American organist (1899–1967)

Leonard MacClain (September 8, 1899 – September 1967) was an American keyboardist and composer who was prominent as an organist in the Philadelphia area. He gained international exposure through his recordings for Epic Records.

==Biography==
Leonard MacClain was born in Philadelphia. His career as a theatre organist for silent movies started at the Jefferson Theatre when the regular organist there could not appear on account of inclement weather. In 1919 he began playing at the Fifty-Sixth Street Theater. He became the premiere theatre organist in the Philadelphia area for decades, earning the nickname "Melody Mac".

MacClain was also popular on radio, where he had his own show. In 1935 he debuted an instrument called the "Photona" on the CBS Radio network. The instrument was of two manuals, each manual including six octaves, and had foot controls for volume and tremolo.

By 1950 he was recording for Musicart Records.

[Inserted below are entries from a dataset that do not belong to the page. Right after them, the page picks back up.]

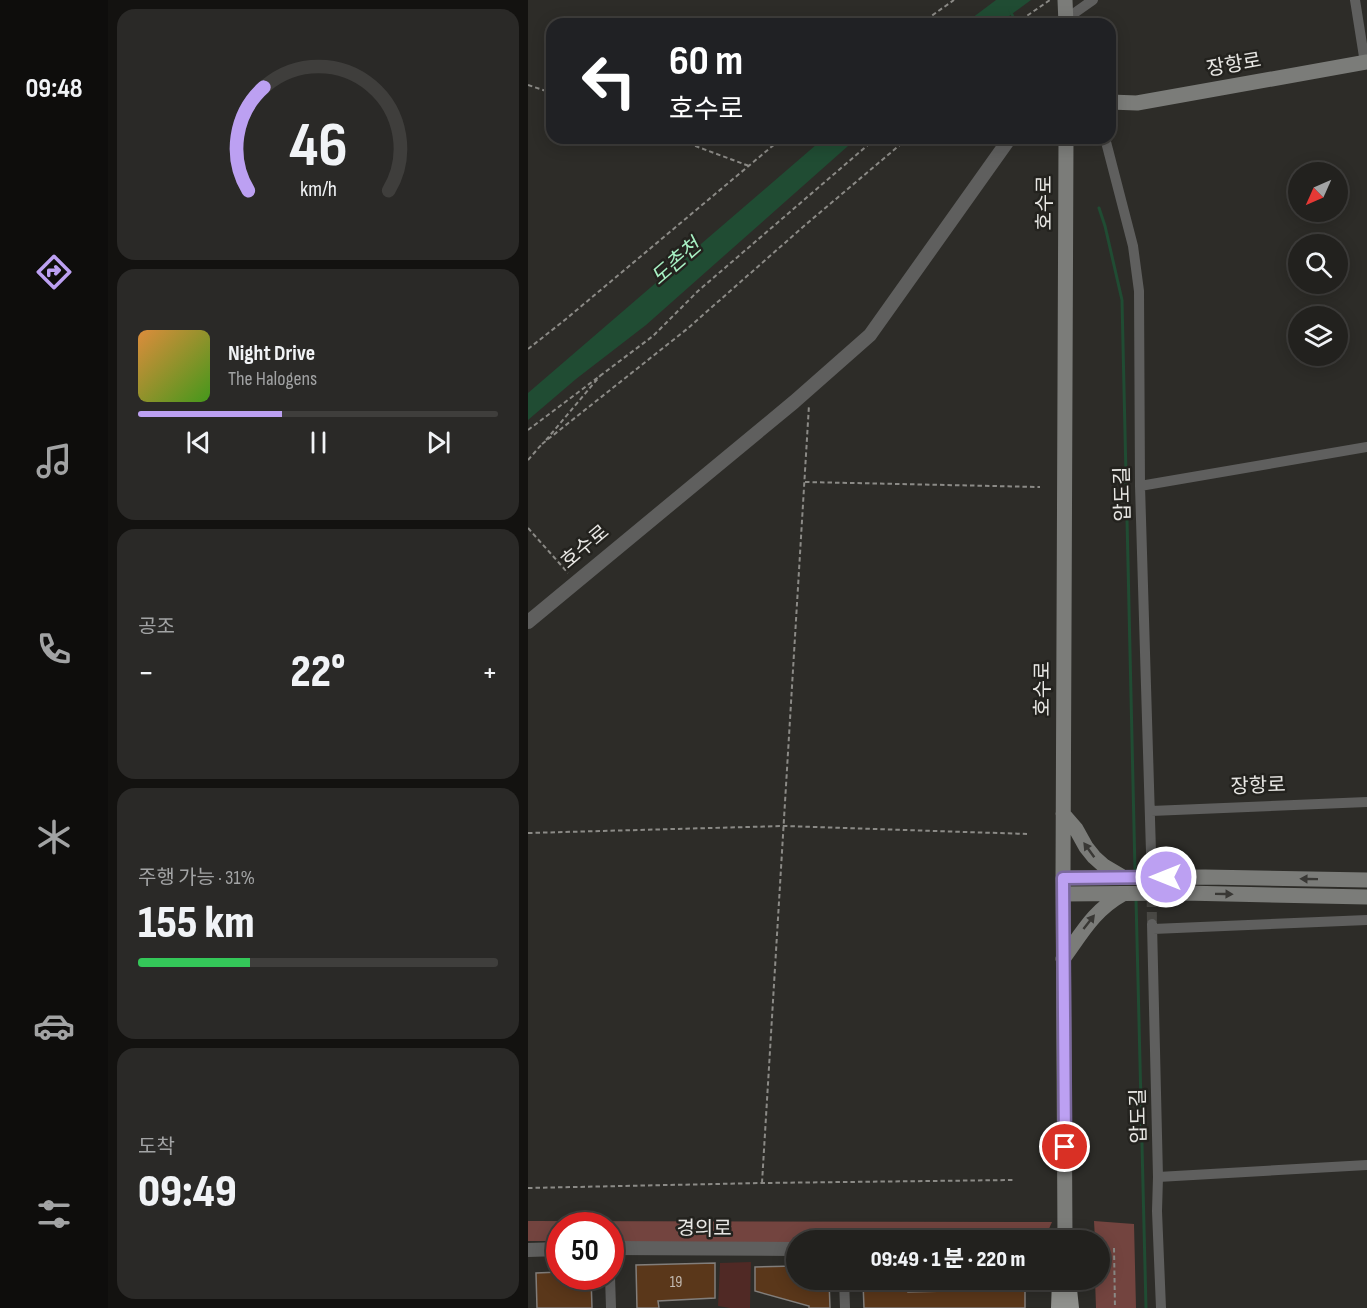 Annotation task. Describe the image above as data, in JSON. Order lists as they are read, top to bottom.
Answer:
{
  "streets": {
    "main road": ["장항로", "호수로"],
    "street": ["압도길", "경의로"]
  },
  "crossings": [
    ["장항로", "압도길"]
  ],
  "water": ["도촌천"],
  "house_numbers": ["19"],
  "north": "bottom left",
  "page": {
    "tabs": "09:48",
    "turn": ["60 m", "호수로"],
    "song": ["Night Drive", "The Halogens"],
    "tile": [
      "공조",
      ["주행 가능 · 31%", "155 km"],
      ["도착", "09:49"]
    ],
    "heat": ["−", "22°", "+"],
    "limit": "50",
    "trip": "09:49 · 1 분 · 220 m",
    "gauge": ["46", "km/h"]
  }
}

The late 1950s and early 1960s were the peak of MacClain's exposure, as he signed a recording contract with Epic Records, where he recorded the Wurlitzer organ in the Tower Theatre located in Upper Darby Township, Pennsylvania. During this time, he made numerous concert appearances, often in conjunction with the American Association of Theater Organ Enthusiasts. Highlights included being named convention organist for the Forty-Seventh Annual Rotary Convention in 1956, and as guest soloist with the Philadelphia Orchestra conducted by Eugene Ormandy playing "The Stars and Stripes Forever". He also frequently appeared during daily concerts on the Wanamaker Organ. During this time he lived in Ocean City, New Jersey, with his wife, Dorothy. In 1963, McClain traveled to Baltimore, Buffalo, Rochester and Philadelphia to record organs in four theatres scheduled for demolition and to California to record at the Lorin Whitney Studios in Glendale. These sessions were released on the Ralbar Records label. By 1966 health issues forced him to cancel appearances. He died in 1967 in Devault, Pennsylvania.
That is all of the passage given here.